_EXERCISE REQUIREMENTS_
Set each record down exactly, excluding all images.

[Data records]

___

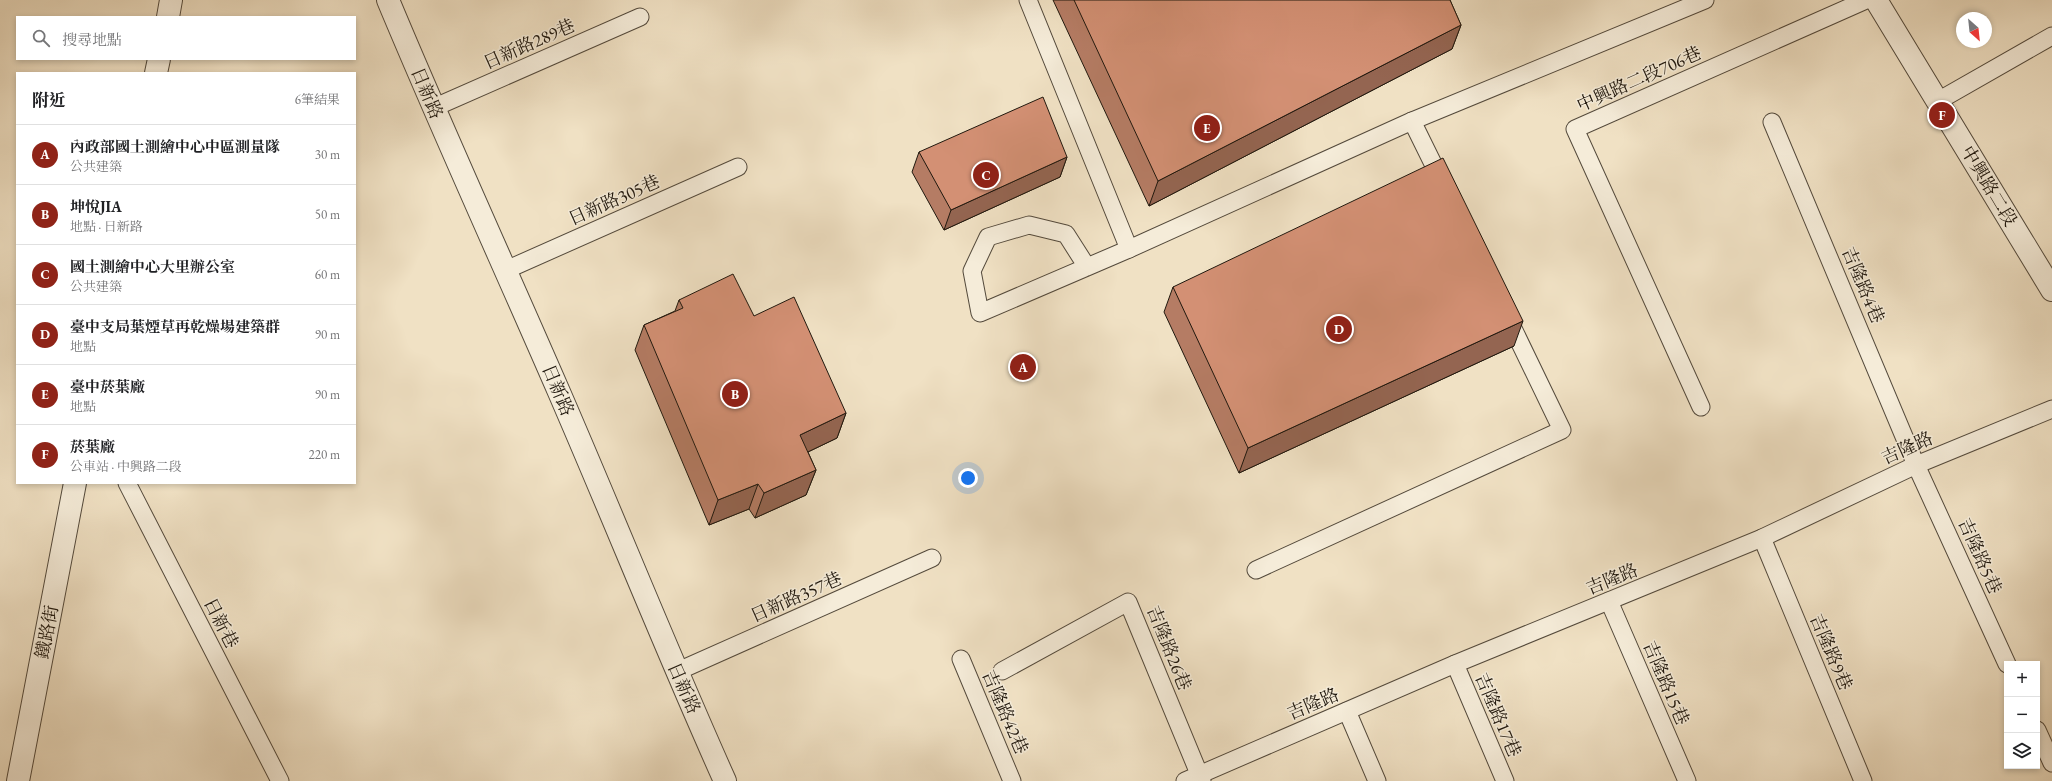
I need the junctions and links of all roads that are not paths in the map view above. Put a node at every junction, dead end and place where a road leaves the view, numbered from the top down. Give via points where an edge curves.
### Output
1 (171, 0) edge
2 (388, 0) edge
3 (1028, 0) edge
4 (1705, 0) edge
5 (1866, 0) edge
6 (1876, 0) edge
7 (168, 16) edge
8 (640, 17) dead end
9 (2052, 36) edge
10 (159, 60) edge
11 (156, 72) edge
12 (1938, 101) junction
13 (433, 108) junction
14 (1412, 121) junction
15 (1772, 122) dead end
16 (738, 167) dead end
17 (1450, 198) edge
18 (1129, 249) junction
19 (1087, 267) junction
20 (506, 270) junction
21 (2052, 290) edge
22 (1501, 304) edge
23 (1701, 407) dead end
24 (2052, 409) edge
25 (1916, 465) junction
26 (75, 484) edge
27 (128, 484) edge
28 (1762, 538) junction
29 (932, 558) dead end
30 (1256, 570) dead end
31 (1609, 602) junction
32 (961, 660) dead end
33 (2006, 661) edge
34 (1455, 664) junction
35 (1002, 671) dead end
36 (676, 672) junction
37 (1347, 711) junction
38 (2038, 733) edge
39 (2052, 763) edge
40 (1195, 779) edge
41 (18, 781) edge
42 (280, 781) edge
43 (725, 781) edge
44 (1012, 781) edge
45 (1378, 781) edge
46 (1505, 781) edge
47 (1687, 781) edge
48 (1863, 781) edge

1 - 7 street
2 - 13 street, 日新路
3 - 18 lane
4 - 14 lane
5 - 23 lane, 中興路二段706巷 via 1575,129
6 - 12 street, 中興路二段
8 - 13 lane, 日新路289巷
9 - 12 lane
10 - 11 street
12 - 21 street, 中興路二段
13 - 20 street, 日新路
14 - 17 lane
14 - 18 lane
15 - 25 lane, 吉隆路4巷
16 - 20 lane, 日新路305巷
18 - 19 lane
19 - 19 lane via 1073,273 980,313 972,271 988,237 1029,225 1066,234
20 - 36 street, 日新路
22 - 30 lane via 1562,430
24 - 25 lane, 吉隆路
25 - 28 lane, 吉隆路
25 - 33 lane, 吉隆路5巷
26 - 41 street, 鐵路街
27 - 42 lane, 日新巷
28 - 31 lane, 吉隆路
28 - 48 lane, 吉隆路9巷
29 - 36 lane, 日新路357巷
31 - 34 lane, 吉隆路
31 - 47 lane, 吉隆路15巷
32 - 44 lane, 吉隆路42巷
34 - 37 lane, 吉隆路
34 - 46 lane, 吉隆路17巷
35 - 40 lane, 吉隆路26巷 via 1128,602
36 - 43 street, 日新路
37 - 40 lane, 吉隆路
37 - 45 lane
38 - 39 lane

___

_YOUR RESPONSE_
I need the junctions and links of all roads that are not paths in the map view above. Put a node at every junction, dead end and place where a road leaves the view, numbered from the top down. Give via points where an edge curves.
### Output
1 (171, 0) edge
2 (388, 0) edge
3 (1028, 0) edge
4 (1705, 0) edge
5 (1866, 0) edge
6 (1876, 0) edge
7 (168, 16) edge
8 (640, 17) dead end
9 (2052, 36) edge
10 (159, 60) edge
11 (156, 72) edge
12 (1938, 101) junction
13 (433, 108) junction
14 (1412, 121) junction
15 (1772, 122) dead end
16 (738, 167) dead end
17 (1450, 198) edge
18 (1129, 249) junction
19 (1087, 267) junction
20 (506, 270) junction
21 (2052, 290) edge
22 (1501, 304) edge
23 (1701, 407) dead end
24 (2052, 409) edge
25 (1916, 465) junction
26 (75, 484) edge
27 (128, 484) edge
28 (1762, 538) junction
29 (932, 558) dead end
30 (1256, 570) dead end
31 (1609, 602) junction
32 (961, 660) dead end
33 (2006, 661) edge
34 (1455, 664) junction
35 (1002, 671) dead end
36 (676, 672) junction
37 (1347, 711) junction
38 (2038, 733) edge
39 (2052, 763) edge
40 (1195, 779) edge
41 (18, 781) edge
42 (280, 781) edge
43 (725, 781) edge
44 (1012, 781) edge
45 (1378, 781) edge
46 (1505, 781) edge
47 (1687, 781) edge
48 (1863, 781) edge

1 - 7 street
2 - 13 street, 日新路
3 - 18 lane
4 - 14 lane
5 - 23 lane, 中興路二段706巷 via 1575,129
6 - 12 street, 中興路二段
8 - 13 lane, 日新路289巷
9 - 12 lane
10 - 11 street
12 - 21 street, 中興路二段
13 - 20 street, 日新路
14 - 17 lane
14 - 18 lane
15 - 25 lane, 吉隆路4巷
16 - 20 lane, 日新路305巷
18 - 19 lane
19 - 19 lane via 1073,273 980,313 972,271 988,237 1029,225 1066,234
20 - 36 street, 日新路
22 - 30 lane via 1562,430
24 - 25 lane, 吉隆路
25 - 28 lane, 吉隆路
25 - 33 lane, 吉隆路5巷
26 - 41 street, 鐵路街
27 - 42 lane, 日新巷
28 - 31 lane, 吉隆路
28 - 48 lane, 吉隆路9巷
29 - 36 lane, 日新路357巷
31 - 34 lane, 吉隆路
31 - 47 lane, 吉隆路15巷
32 - 44 lane, 吉隆路42巷
34 - 37 lane, 吉隆路
34 - 46 lane, 吉隆路17巷
35 - 40 lane, 吉隆路26巷 via 1128,602
36 - 43 street, 日新路
37 - 40 lane, 吉隆路
37 - 45 lane
38 - 39 lane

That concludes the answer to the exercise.